We can turn this into a numpy array relatively easily:

In [None]:
npimg=np.asarray(img)
plt.imshow(npimg)

Or we can use `torchvision` to turn it into a pytorch tensor, and then check that the tensor gives us back the image:

In [None]:
imgtensor=torchvision.io.read_image("banana_slug.jpg")
plt.imshow(torchvision.transforms.functional.to_pil_image(imgtensor))

Let's make this a grayscale image so we only need to deal with a single channel:

In [None]:
grayscaleimage=torchvision.transforms.Grayscale()(img)
grayscaleimage.show()

Note that if we try to show this image using `plt.imshow` it will try to color it in for us:

In [None]:
plt.imshow(grayscaleimage)

So force it into grayscale:

In [None]:
plt.imshow(grayscaleimage,cmap='gray')

We can make this into a tensor for processing:

In [None]:
grayscaleimagetensor=torchvision.transforms.functional.to_tensor(grayscaleimage)

Now, your job: 
* implement a 3x3 kernel that shifts every pixel one step to the right
* take the difference between the resulting feature map and the original image
* display the resulting image

In [None]:
# Your code here
raise NotImplementedError()

## Problem 3

This is the problem where you should explore the input dataset that you'll use for your final project.

I'll do this for a mock dataset, but you should go through a similar exercise with your dataset.

I'm importing data that's been stored in the HDF5 format, using the [h5py](https://docs.h5py.org/en/stable/) python package:

In [None]:
import h5py

If your data are stored in a different format, then certainly some of the details below will have to change, that's OK!  There are lots of ways to read in CSV files and more complicated file formats into python data structures.

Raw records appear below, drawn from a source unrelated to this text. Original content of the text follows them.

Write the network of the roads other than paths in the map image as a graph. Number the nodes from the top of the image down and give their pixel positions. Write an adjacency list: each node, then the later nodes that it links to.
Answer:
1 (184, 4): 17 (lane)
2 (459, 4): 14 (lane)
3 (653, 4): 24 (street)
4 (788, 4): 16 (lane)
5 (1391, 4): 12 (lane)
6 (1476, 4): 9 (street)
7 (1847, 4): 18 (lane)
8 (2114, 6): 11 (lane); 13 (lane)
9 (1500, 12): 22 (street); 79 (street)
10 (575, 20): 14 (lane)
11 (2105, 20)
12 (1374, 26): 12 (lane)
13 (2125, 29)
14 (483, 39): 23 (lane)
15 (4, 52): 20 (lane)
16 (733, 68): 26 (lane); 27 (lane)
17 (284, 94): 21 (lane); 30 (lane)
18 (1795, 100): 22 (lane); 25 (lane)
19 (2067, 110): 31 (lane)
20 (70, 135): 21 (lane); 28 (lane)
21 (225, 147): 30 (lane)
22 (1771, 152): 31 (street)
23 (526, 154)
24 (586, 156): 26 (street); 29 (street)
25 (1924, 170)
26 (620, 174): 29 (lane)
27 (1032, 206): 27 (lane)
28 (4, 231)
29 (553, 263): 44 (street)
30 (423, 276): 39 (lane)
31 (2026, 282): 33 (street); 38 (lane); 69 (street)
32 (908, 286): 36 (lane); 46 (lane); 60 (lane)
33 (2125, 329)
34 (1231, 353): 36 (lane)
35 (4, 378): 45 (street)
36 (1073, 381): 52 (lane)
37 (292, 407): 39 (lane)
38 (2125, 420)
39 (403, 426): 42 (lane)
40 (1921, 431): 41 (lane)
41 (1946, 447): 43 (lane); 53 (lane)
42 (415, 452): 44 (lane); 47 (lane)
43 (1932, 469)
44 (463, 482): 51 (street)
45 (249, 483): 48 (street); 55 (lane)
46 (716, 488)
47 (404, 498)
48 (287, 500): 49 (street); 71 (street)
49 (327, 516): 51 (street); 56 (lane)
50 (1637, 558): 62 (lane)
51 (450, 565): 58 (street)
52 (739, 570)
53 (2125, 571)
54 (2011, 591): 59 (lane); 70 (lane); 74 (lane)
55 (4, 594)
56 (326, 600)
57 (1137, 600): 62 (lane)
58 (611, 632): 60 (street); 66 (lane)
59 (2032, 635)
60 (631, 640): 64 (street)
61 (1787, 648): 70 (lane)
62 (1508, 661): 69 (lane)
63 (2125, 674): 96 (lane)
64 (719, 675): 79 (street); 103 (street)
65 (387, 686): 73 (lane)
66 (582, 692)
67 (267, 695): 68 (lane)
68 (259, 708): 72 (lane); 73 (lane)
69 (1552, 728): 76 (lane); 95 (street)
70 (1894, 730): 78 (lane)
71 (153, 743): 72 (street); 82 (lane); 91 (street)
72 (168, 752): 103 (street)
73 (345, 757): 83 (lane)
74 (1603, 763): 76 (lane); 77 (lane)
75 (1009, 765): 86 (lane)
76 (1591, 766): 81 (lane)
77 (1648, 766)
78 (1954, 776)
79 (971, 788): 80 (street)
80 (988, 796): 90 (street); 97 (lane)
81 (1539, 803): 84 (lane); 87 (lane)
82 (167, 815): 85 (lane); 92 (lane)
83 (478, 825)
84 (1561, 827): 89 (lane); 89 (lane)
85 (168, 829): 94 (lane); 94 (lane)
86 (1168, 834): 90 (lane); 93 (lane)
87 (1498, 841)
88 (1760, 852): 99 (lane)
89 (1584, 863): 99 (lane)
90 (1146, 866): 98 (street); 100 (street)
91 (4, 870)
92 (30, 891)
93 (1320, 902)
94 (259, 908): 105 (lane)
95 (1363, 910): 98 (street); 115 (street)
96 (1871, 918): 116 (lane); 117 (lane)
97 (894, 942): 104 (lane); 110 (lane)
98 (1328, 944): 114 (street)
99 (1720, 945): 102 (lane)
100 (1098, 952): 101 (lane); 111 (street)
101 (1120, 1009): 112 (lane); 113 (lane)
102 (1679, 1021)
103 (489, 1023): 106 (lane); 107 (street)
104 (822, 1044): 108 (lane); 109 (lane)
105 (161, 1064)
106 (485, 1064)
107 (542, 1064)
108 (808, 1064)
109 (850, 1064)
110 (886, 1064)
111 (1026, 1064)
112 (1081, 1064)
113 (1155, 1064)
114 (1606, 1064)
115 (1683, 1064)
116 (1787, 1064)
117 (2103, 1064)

If you're using ROOT files (common in high-energy physics), there are also lots of ways to get information from those files into python lists.  If you want to convert a ROOT file into HDF5, you can use [this script](https://github.com/scipp-atlas/mario-mapyde/blob/main/scripts/root2hdf5.py).

In [None]:
signalfile='lowlevelAna_stops.hf5'
urllib.request.urlretrieve("http://mhance.scipp.ucsc.edu/%s" % signalfile, signalfile)

backgrfile='lowlevelAna_ttbar.hf5'
urllib.request.urlretrieve("http://mhance.scipp.ucsc.edu/%s" % backgrfile, backgrfile)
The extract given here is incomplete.